Directions for this task:
Your answer should hold only the lines from the one with "I need the junctions" through the end of the listing below, each retyped exactly.

Records provided:
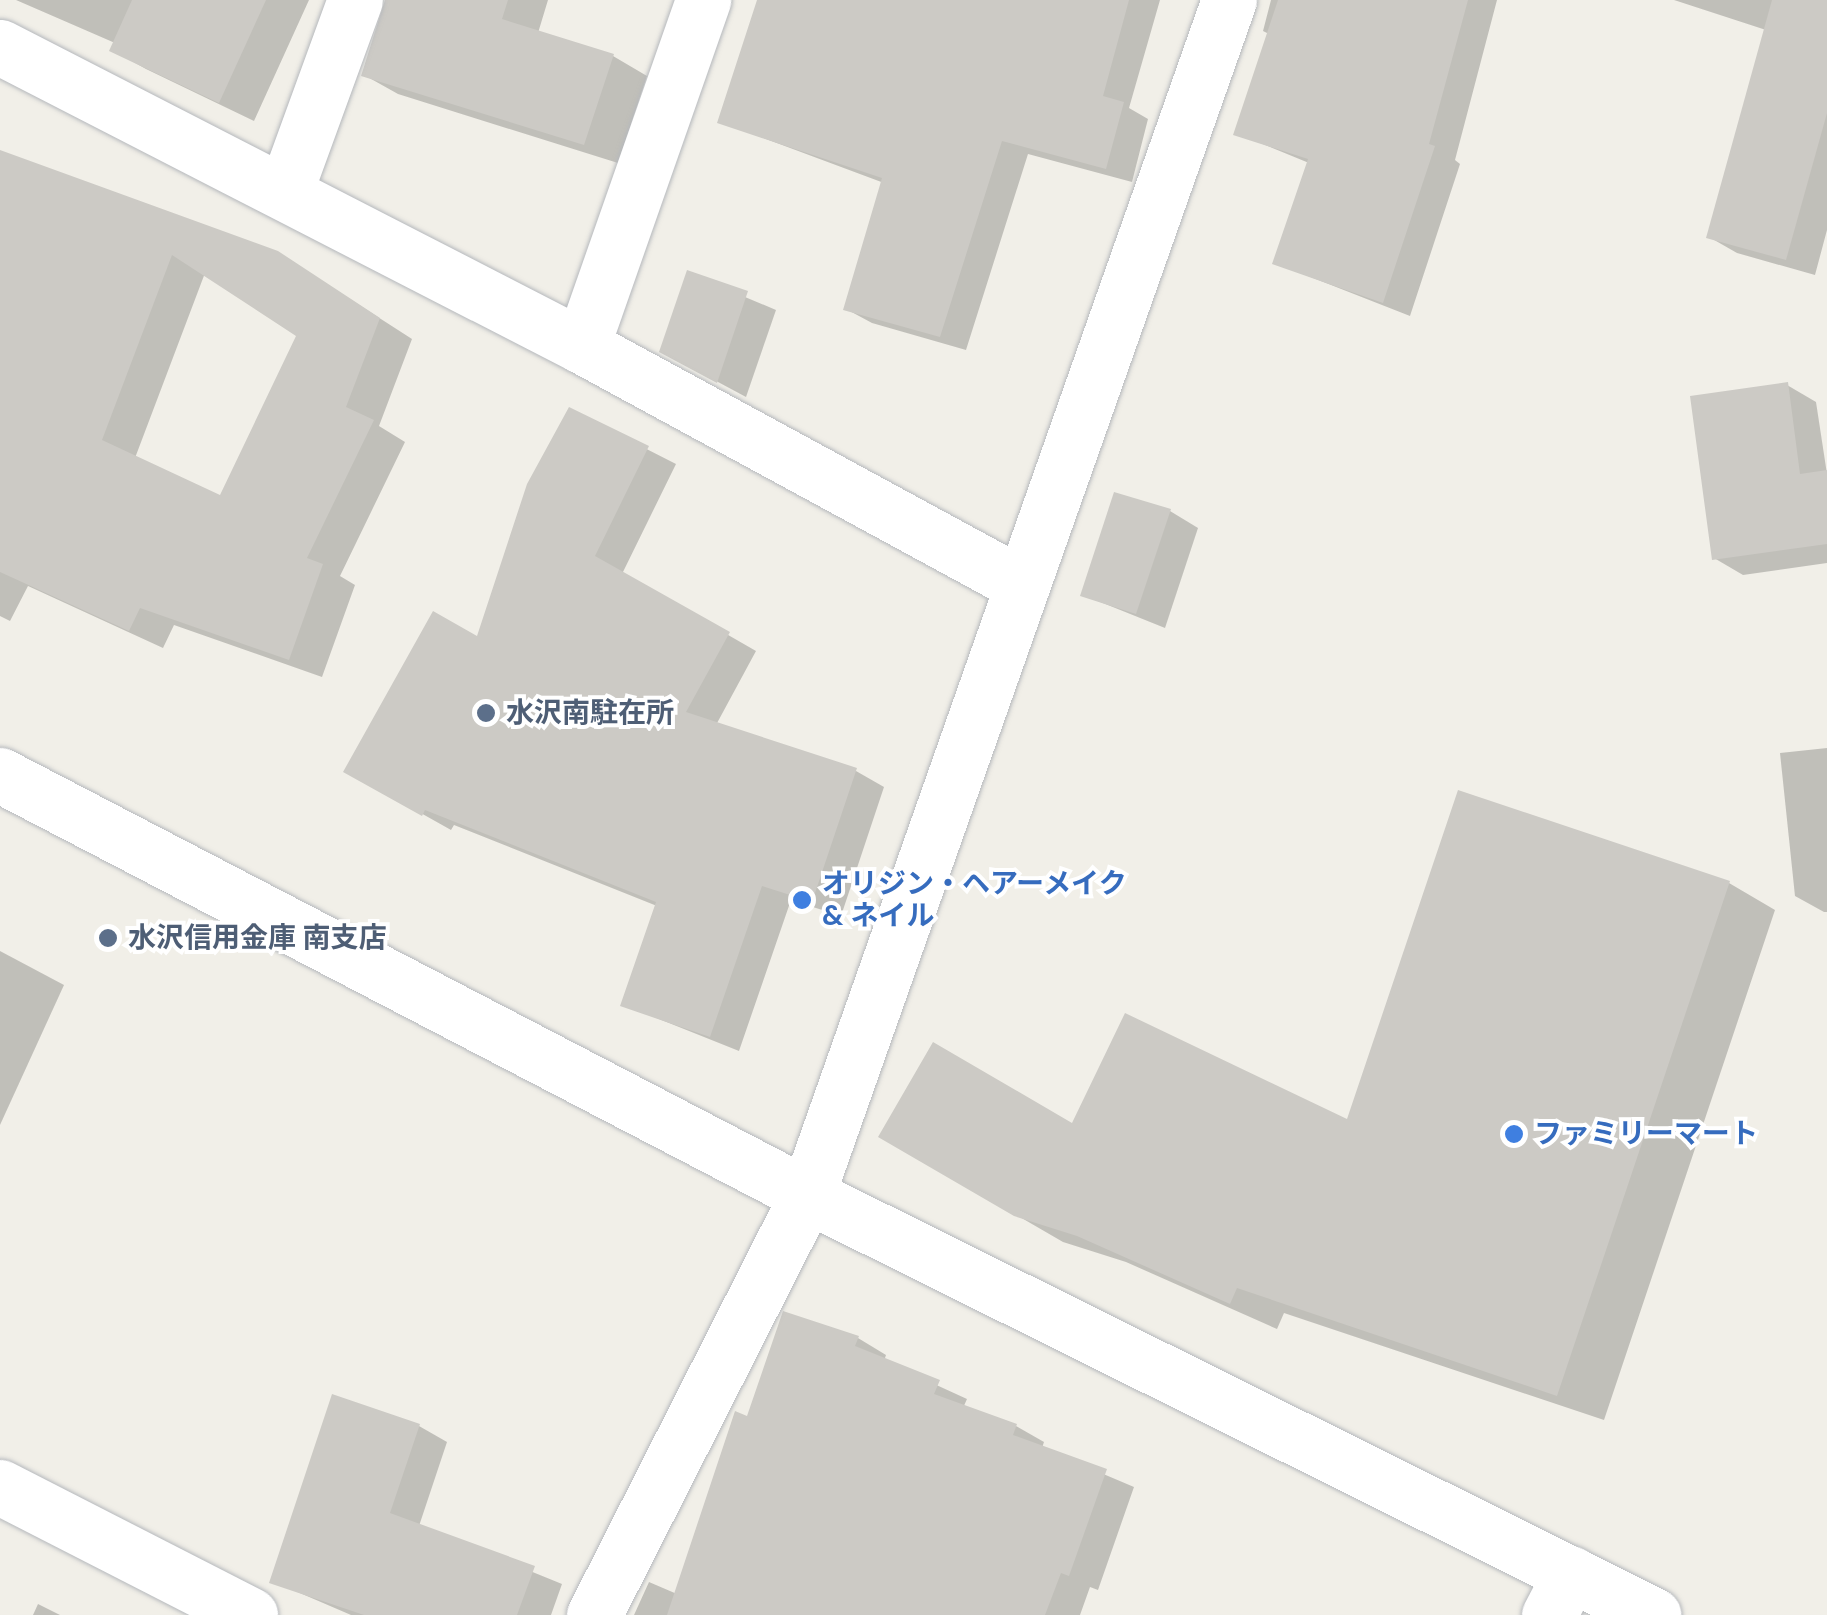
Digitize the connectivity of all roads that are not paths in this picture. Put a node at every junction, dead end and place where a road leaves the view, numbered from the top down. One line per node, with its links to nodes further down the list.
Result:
1 (355, 0): 5 (street)
2 (703, 0): 6 (street)
3 (1229, 0): 7 (street)
4 (0, 47): 5 (street)
5 (285, 192): 6 (street)
6 (582, 346): 7 (street)
7 (1020, 584): 9 (street)
8 (0, 775): 9 (street)
9 (807, 1195): 11 (street); 13 (street)
10 (0, 1486): 12 (street)
11 (1560, 1594): 14 (street)
12 (250, 1615)
13 (594, 1615)
14 (1653, 1615)

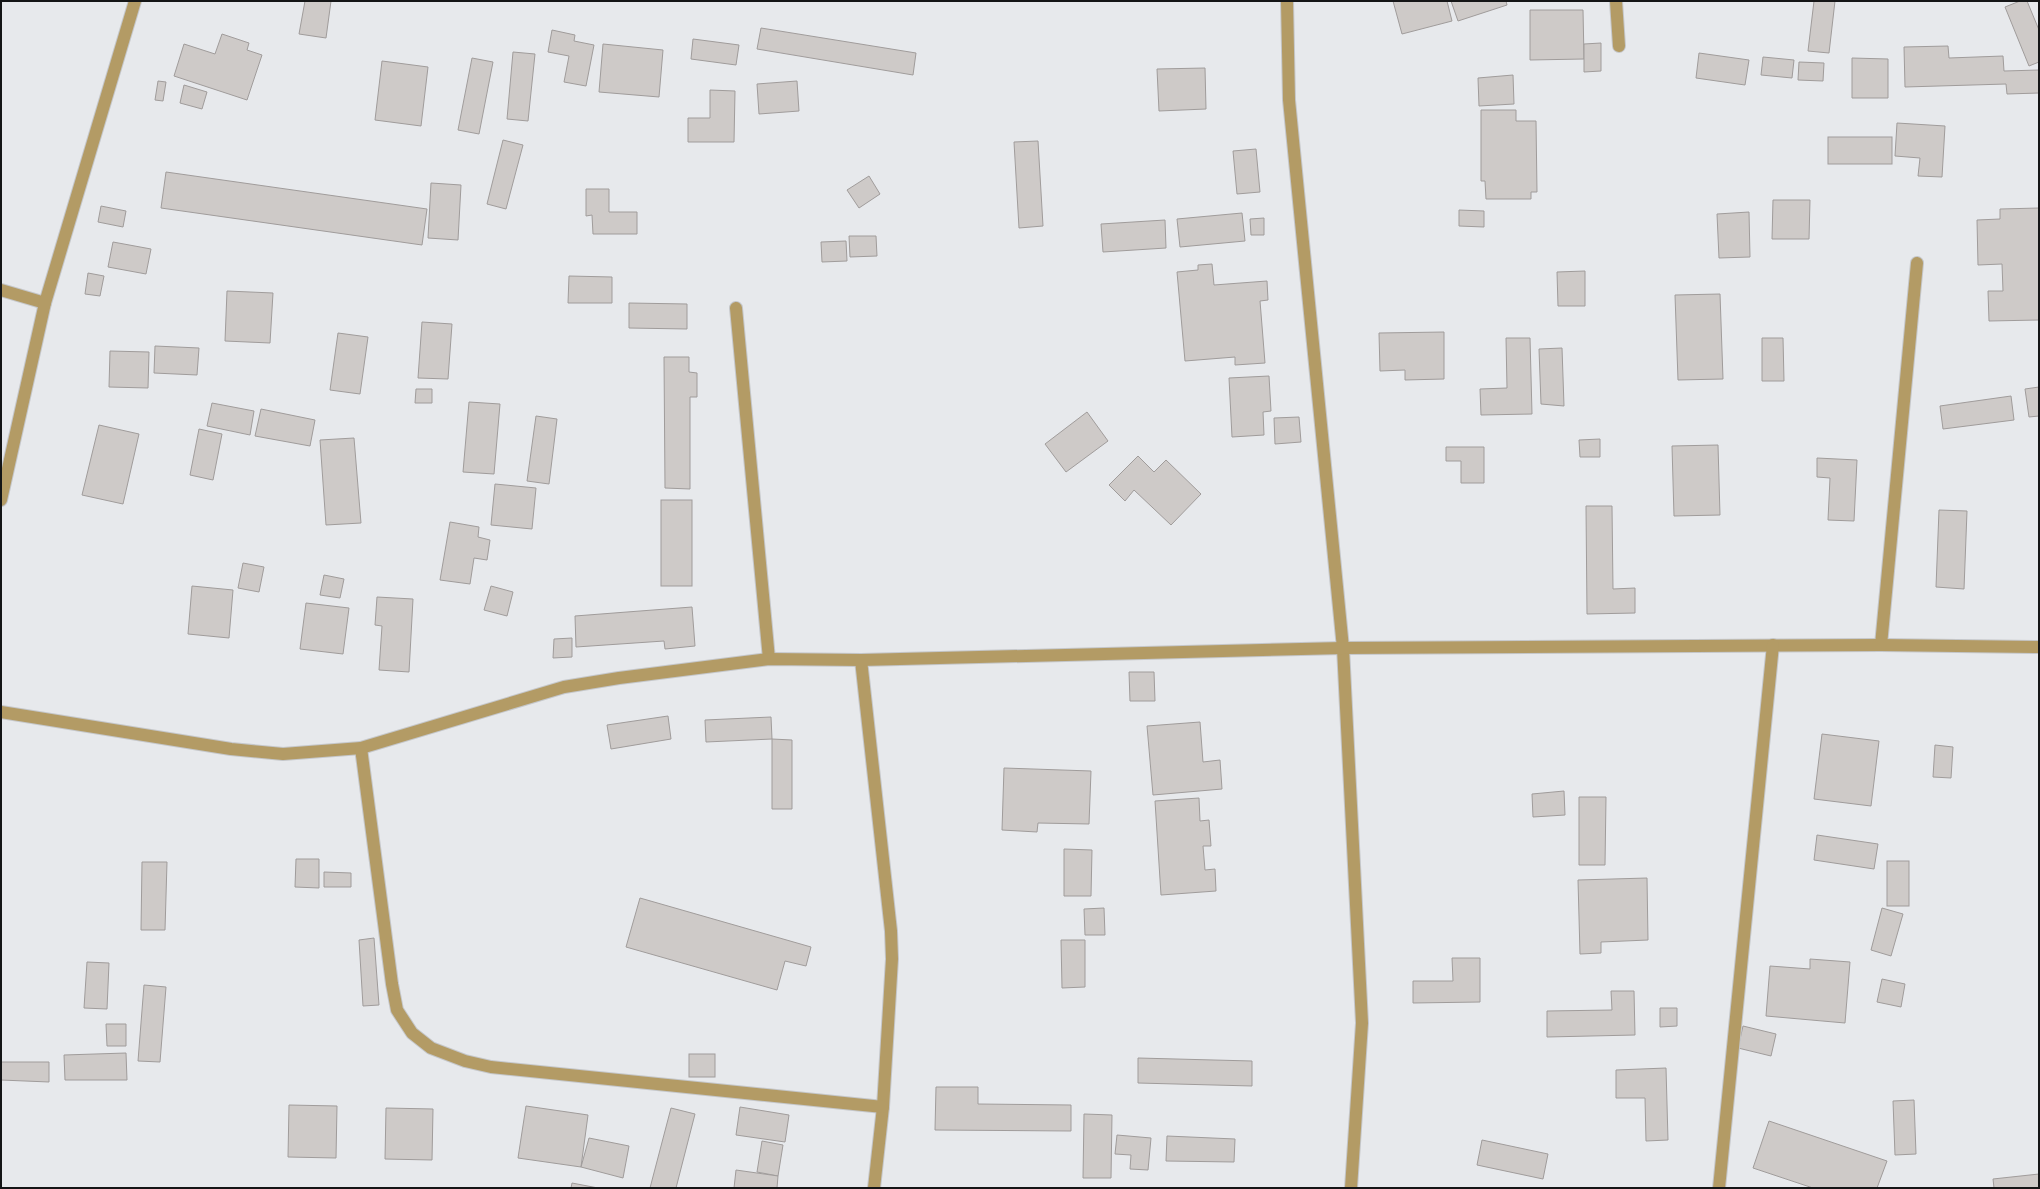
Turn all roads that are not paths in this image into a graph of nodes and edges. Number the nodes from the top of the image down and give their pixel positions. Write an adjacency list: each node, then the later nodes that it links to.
1 (135, 1): 7 (street)
2 (1287, 1): 13 (street)
3 (1616, 1): 4 (street)
4 (1619, 46)
5 (1917, 263): 11 (street)
6 (1, 290): 7 (street)
7 (45, 303): 9 (street)
8 (736, 308): 14 (street)
9 (1, 500)
10 (1773, 645): 11 (street); 13 (street); 21 (street)
11 (1882, 645): 12 (street)
12 (2039, 647)
13 (1343, 648): 15 (street); 20 (street)
14 (769, 659): 15 (street); 17 (street)
15 (861, 660): 18 (street)
16 (1, 712): 17 (street)
17 (361, 748): 18 (street)
18 (883, 1107): 19 (street)
19 (874, 1188)
20 (1351, 1188)
21 (1719, 1188)

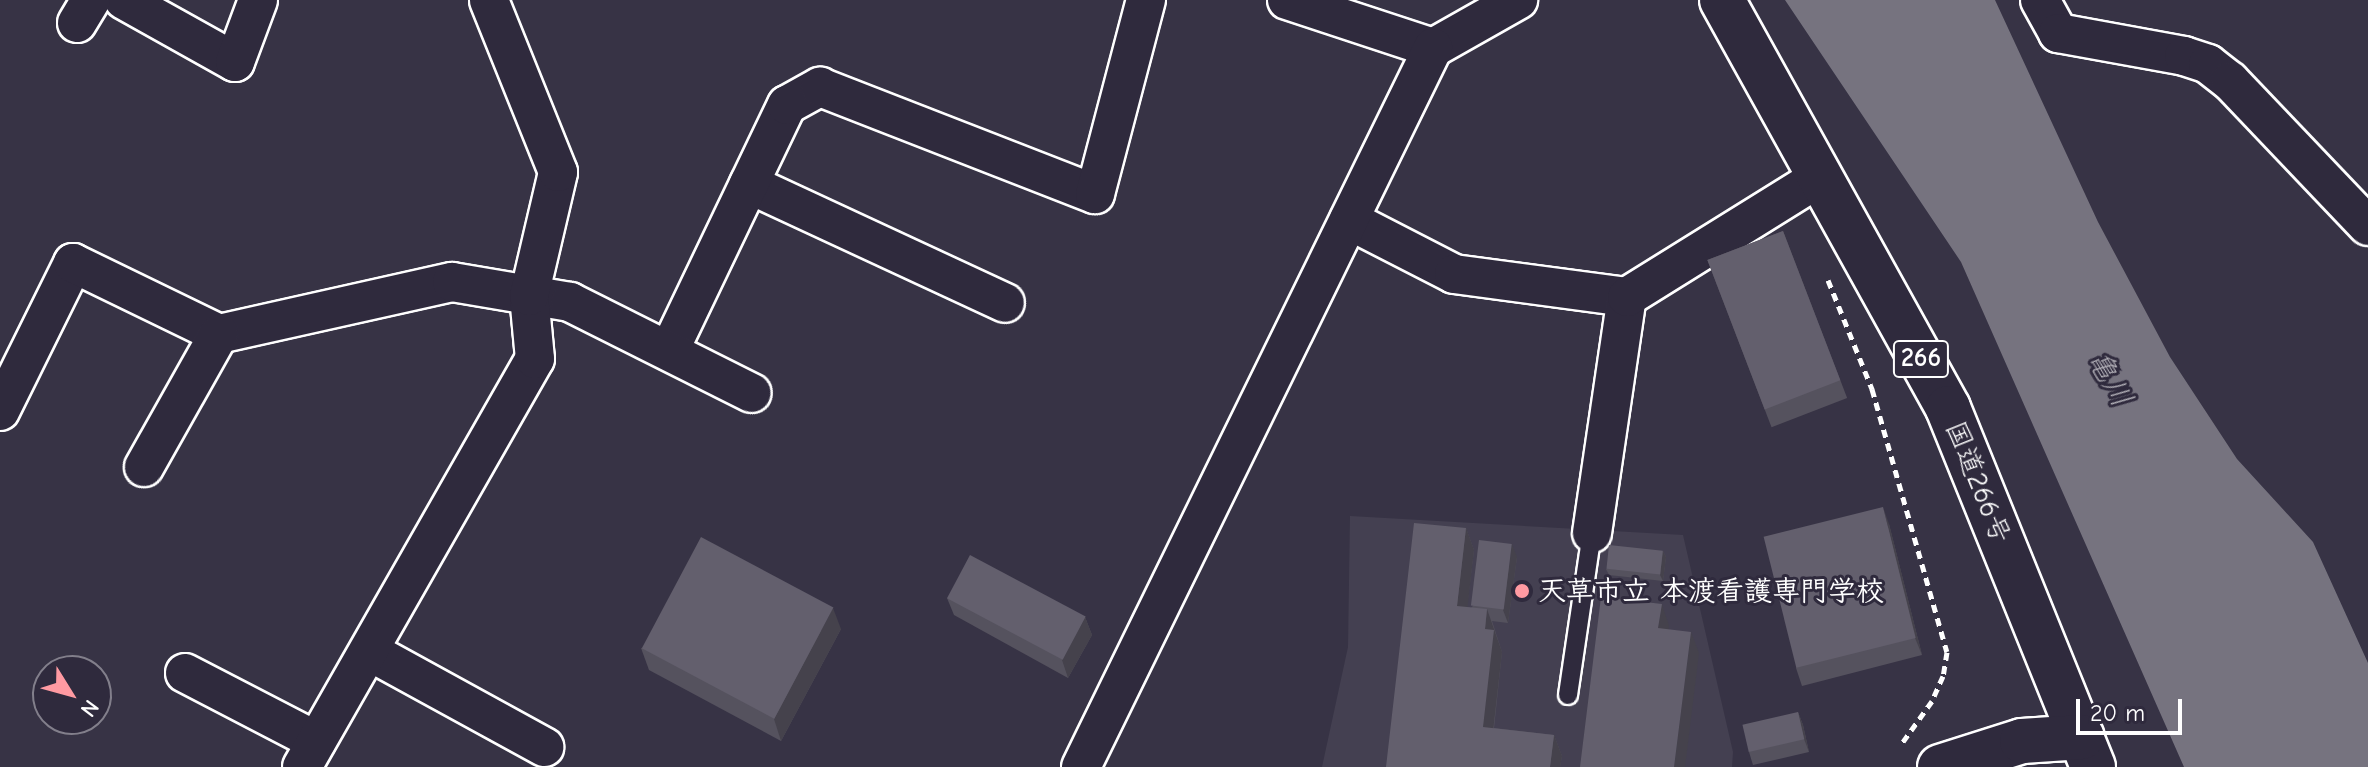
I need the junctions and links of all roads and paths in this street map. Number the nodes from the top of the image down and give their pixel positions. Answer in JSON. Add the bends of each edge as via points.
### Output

Task response:
I need the junctions and links of all roads and paths in this street map. Number the nodes from the top of the image down and give their pixel positions. Answer in JSON. Add the bends of each edge as via points.
### Output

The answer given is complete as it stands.